The issue, here, is this is an excerpt from an article about treating asthma. He begins the article:

“Asthma is essentially a breathing problem. No, I lie: asthma is not a breathing problem. Asthma is one’s own inappropriate reaction to feeling unable to breathe.”

This isn’t true. Or at the very least it’s a complete misinterpretation. Asthma is a chronic inflammatory condition which causes difficulty breathing. One characteristic part of it is that the muscles of the lungs react inappropriately to some stimuli. Since Alexander Technique aims to relax certain muscles, you can see how someone might think that it’s an inappropriate reaction that a person can control. But we know that key to the asthma response is smooth muscle. You cannot physically control your smooth muscle. Smooth muscles are those that make up the walls of organs like the stomach and bladder and also the walls of your blood vessels. You can’t consciously relax these muscles. You have no voluntary control over them.
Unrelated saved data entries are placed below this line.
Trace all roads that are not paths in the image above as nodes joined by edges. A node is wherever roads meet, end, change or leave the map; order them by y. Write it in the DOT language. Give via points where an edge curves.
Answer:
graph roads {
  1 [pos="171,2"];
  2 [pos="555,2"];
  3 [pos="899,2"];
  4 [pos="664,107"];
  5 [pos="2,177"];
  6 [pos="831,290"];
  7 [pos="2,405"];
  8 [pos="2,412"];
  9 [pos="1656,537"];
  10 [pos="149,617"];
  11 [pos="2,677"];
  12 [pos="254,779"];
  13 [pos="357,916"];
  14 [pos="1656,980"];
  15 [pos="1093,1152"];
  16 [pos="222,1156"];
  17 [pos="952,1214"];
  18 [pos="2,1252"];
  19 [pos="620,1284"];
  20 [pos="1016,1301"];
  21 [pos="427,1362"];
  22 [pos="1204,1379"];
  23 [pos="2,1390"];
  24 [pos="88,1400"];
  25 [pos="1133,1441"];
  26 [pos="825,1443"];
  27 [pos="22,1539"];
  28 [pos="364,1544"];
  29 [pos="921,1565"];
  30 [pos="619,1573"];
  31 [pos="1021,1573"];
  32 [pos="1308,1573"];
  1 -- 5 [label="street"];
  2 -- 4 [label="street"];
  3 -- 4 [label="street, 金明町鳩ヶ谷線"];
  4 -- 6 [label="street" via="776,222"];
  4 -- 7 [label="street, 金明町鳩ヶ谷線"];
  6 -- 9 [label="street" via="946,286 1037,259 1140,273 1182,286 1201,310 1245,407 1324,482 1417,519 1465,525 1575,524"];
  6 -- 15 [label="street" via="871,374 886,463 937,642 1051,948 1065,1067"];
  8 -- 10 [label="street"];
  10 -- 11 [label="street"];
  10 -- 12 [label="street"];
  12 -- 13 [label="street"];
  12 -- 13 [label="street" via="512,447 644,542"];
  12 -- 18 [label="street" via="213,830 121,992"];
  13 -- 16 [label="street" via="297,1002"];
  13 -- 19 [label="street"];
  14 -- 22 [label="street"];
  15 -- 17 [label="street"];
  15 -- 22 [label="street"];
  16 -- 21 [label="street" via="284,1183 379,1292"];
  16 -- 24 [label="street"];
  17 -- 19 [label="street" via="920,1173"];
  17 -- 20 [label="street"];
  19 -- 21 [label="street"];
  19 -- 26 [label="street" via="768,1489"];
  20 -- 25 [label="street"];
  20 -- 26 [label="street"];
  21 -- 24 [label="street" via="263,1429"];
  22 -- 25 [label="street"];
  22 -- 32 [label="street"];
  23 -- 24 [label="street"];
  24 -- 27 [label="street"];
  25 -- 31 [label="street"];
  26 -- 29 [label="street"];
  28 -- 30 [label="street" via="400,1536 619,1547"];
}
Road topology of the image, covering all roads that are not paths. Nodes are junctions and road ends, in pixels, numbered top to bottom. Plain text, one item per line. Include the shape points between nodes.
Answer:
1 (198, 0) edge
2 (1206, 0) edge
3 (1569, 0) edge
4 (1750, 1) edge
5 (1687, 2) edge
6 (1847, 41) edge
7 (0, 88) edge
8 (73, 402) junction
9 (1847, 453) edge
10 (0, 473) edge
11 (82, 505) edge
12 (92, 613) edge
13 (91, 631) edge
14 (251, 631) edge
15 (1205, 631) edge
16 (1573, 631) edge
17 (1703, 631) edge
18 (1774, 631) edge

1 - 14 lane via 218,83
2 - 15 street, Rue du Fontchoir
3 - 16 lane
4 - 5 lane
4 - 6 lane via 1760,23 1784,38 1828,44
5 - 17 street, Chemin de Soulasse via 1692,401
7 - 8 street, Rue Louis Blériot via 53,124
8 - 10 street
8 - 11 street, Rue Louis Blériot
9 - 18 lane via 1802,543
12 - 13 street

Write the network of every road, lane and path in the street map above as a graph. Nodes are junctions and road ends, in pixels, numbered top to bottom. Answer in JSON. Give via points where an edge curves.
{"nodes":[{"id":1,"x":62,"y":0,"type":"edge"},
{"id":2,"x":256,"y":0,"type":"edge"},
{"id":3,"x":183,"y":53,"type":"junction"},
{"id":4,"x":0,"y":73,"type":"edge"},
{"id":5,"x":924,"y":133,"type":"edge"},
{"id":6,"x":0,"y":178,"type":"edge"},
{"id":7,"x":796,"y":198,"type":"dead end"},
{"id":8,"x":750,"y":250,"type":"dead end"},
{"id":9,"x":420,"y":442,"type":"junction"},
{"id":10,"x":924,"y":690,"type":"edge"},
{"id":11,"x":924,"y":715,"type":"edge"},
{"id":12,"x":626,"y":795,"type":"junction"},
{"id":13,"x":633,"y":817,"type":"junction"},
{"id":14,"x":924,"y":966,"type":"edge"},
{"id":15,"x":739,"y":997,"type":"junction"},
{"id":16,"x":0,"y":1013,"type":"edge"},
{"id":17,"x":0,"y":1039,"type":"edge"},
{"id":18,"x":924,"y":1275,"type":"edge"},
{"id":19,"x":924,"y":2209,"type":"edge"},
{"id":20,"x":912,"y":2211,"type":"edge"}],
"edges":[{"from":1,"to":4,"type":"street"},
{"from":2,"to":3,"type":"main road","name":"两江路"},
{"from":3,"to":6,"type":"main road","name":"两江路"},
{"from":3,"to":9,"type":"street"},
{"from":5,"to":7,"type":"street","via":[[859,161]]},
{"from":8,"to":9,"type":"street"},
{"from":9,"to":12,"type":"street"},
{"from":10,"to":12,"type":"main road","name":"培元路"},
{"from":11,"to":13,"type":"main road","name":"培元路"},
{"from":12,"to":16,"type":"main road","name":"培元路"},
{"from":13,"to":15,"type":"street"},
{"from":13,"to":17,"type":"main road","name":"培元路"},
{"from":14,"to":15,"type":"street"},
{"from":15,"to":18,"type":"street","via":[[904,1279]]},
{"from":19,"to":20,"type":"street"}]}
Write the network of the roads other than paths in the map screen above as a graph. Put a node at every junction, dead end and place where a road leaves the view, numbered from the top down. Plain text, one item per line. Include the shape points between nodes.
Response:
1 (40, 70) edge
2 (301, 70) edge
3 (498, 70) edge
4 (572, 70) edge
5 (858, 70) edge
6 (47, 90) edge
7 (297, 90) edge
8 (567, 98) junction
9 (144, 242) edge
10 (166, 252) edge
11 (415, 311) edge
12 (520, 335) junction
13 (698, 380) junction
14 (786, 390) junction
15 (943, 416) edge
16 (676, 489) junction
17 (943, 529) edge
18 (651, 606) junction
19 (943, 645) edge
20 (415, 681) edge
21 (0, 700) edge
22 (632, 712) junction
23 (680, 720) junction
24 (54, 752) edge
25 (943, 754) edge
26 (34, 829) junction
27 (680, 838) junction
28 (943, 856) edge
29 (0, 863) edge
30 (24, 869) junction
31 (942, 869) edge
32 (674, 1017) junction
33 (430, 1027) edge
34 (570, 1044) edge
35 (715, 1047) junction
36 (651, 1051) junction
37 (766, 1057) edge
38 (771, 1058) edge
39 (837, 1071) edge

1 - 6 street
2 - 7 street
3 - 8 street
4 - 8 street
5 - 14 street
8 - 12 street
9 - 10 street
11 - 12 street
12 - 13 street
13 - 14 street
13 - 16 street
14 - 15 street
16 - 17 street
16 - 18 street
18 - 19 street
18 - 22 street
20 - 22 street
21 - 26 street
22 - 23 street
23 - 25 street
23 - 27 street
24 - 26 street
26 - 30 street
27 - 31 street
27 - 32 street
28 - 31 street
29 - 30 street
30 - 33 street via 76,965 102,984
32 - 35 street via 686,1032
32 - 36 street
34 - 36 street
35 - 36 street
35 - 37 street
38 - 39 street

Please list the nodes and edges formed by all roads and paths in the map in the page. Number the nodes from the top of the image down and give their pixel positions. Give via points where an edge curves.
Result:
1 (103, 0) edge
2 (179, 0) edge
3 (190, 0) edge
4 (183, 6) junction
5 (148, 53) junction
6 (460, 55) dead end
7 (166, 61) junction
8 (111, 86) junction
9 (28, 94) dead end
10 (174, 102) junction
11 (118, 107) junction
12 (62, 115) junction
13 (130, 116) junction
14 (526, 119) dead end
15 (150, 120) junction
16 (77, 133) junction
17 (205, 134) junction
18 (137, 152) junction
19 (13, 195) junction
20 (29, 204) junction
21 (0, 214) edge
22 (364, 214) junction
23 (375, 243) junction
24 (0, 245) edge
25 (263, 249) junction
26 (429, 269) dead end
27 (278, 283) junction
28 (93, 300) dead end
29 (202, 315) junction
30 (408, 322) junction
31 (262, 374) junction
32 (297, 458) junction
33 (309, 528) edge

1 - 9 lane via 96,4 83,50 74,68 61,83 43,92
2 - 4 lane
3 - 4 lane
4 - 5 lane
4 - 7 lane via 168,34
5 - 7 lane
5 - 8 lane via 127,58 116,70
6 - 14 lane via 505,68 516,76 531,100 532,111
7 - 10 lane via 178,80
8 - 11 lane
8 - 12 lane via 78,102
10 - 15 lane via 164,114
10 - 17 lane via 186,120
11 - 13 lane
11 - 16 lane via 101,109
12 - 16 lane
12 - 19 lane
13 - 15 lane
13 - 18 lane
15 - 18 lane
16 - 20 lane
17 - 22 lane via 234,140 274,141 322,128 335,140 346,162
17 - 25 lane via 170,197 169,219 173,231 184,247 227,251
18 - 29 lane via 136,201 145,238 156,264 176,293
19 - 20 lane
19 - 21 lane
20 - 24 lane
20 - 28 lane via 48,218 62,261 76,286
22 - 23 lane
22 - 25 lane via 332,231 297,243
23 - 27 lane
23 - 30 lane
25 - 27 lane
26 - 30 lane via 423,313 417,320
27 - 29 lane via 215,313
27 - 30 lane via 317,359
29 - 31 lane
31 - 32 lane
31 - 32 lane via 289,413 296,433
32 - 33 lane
It is true that when you’re struggling to breathe during an asthma attack, panic can exacerbate the symptoms and therefore advice is to try to keep calm. But that advice is for while you are taking your inhaler medication and if there is no improvement – calling for emergency support (in the UK, by calling 999 for an ambulance).

A Cochrane review found no good evidence supporting the use of Alexander Technique for asthma.

Ultimately I think the Alexander Technique is no different to any other exercise program that supports an awareness of your own body in space. The big difference is that it’s much more expensive – classes can cos £35-50 for an hour session. Whereas a yoga or pilates class can be much cheaper, and physiotherapy is available freely on the NHS.

The prices are more comparable to private physiotherapy… but for something that is not grounded in any medical basis. It was just invented one day, by some guy who looked in a mirror at his own body, and then taught some other people to do the same.

I don’t necessarily think the Alexander Technique is a complete waste of time for some people, in some very specific circumstances. But then again, I don’t think it has any real value, either – certainly not more so than many other forms of exercise, forms that don’t also then inappropriately claim to treat or cure serious conditions.